BARCLAYS and Credit Suisse have settled U.S. federal and state charges that they misled investors in their dark pools, with Barclays admitting it broke the law and agreeing to pay US$70 million, U.S. federal and New York state officials said yesterday.
The settlements between the banks and the U.S. Securities and Exchange Commission (SEC) and the New York state attorney general mark the two largest fines ever paid in connection with cases involving dark pools.
The amount to be paid, in fines and disgorgement, is a combined total of US$154.3 million.
At the heart of the cases against both Barclays and Credit Suisse are allegations they misled investors in the dark pools, saying they would be protected from predatory high-frequency trading tactics.

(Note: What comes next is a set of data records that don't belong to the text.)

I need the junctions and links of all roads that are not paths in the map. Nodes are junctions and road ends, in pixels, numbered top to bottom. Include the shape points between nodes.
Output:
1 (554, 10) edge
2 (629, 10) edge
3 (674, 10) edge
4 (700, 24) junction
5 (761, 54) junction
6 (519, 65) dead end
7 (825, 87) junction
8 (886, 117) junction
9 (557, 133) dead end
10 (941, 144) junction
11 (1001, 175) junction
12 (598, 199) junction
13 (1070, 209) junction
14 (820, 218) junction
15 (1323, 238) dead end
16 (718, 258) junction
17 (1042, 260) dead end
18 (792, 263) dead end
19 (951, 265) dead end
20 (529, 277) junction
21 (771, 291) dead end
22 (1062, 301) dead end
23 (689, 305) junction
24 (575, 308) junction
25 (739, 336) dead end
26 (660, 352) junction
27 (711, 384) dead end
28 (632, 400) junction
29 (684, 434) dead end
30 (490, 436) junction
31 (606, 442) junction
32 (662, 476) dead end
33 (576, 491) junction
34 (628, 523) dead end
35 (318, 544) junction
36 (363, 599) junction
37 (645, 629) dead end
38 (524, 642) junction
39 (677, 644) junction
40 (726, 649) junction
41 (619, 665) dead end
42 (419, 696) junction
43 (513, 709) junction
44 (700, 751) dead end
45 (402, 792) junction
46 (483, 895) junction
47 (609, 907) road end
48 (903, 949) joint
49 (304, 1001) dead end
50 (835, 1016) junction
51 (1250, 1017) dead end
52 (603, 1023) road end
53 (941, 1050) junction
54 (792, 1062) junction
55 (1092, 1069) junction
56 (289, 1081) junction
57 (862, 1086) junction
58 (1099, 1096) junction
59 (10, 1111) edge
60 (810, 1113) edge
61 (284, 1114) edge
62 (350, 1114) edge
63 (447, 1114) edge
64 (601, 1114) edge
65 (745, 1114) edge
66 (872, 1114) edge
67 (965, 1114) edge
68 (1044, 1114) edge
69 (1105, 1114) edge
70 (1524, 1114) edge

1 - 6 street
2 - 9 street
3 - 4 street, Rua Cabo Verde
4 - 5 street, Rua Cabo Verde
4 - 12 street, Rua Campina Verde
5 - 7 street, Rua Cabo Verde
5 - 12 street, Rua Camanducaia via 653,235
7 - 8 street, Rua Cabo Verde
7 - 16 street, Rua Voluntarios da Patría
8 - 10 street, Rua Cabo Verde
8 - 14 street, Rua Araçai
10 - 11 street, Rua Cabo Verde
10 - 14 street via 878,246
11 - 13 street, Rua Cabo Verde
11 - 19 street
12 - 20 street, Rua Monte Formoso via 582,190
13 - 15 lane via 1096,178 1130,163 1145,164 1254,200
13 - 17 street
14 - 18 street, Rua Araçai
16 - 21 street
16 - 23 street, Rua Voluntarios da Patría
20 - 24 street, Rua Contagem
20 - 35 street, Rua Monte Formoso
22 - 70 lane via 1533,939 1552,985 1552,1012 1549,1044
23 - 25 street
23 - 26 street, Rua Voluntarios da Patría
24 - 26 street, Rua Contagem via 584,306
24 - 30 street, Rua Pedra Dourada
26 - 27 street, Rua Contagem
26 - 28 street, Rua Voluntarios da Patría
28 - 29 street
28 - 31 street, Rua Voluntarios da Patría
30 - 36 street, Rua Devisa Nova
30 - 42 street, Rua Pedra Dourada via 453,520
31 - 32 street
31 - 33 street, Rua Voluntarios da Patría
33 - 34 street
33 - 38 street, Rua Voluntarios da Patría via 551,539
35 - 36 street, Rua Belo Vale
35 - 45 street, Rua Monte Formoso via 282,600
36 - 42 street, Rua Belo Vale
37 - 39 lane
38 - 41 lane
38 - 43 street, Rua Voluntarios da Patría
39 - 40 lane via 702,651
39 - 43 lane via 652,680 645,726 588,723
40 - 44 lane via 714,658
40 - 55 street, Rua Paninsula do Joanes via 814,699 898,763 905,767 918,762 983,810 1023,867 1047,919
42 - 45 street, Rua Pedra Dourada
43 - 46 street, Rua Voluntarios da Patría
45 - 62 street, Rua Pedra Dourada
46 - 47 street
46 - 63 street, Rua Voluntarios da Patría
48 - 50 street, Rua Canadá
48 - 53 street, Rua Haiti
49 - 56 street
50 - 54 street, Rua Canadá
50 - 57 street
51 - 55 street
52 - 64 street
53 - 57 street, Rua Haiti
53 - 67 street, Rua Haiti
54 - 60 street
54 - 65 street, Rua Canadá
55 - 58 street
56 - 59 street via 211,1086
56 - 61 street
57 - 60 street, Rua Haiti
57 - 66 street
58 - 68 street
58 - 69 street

Barclays will pay a US$70 million fine split evenly between the SEC and New York state, admit it violated securities laws and agree to install an independent monitor to ensure that its dark pool “Barclays LX” operates properly in the future.
Credit Suisse will pay a US$60 million fine split between the regulators, plus an additional US$24.3 million in disgorgement to the SEC for executing 117 million illegal sub-penny orders out of its dark pool.
Dark pools are trading venues that differ from public exchanges because orders are not visible to other traders until they are executed.
The lack of pre-trade price information is designed to help institutional investors trade large blocks of shares without the market moving against them.
As part of the settlement, Credit Suisse will neither admit nor deny the allegations. (SD-Agencies)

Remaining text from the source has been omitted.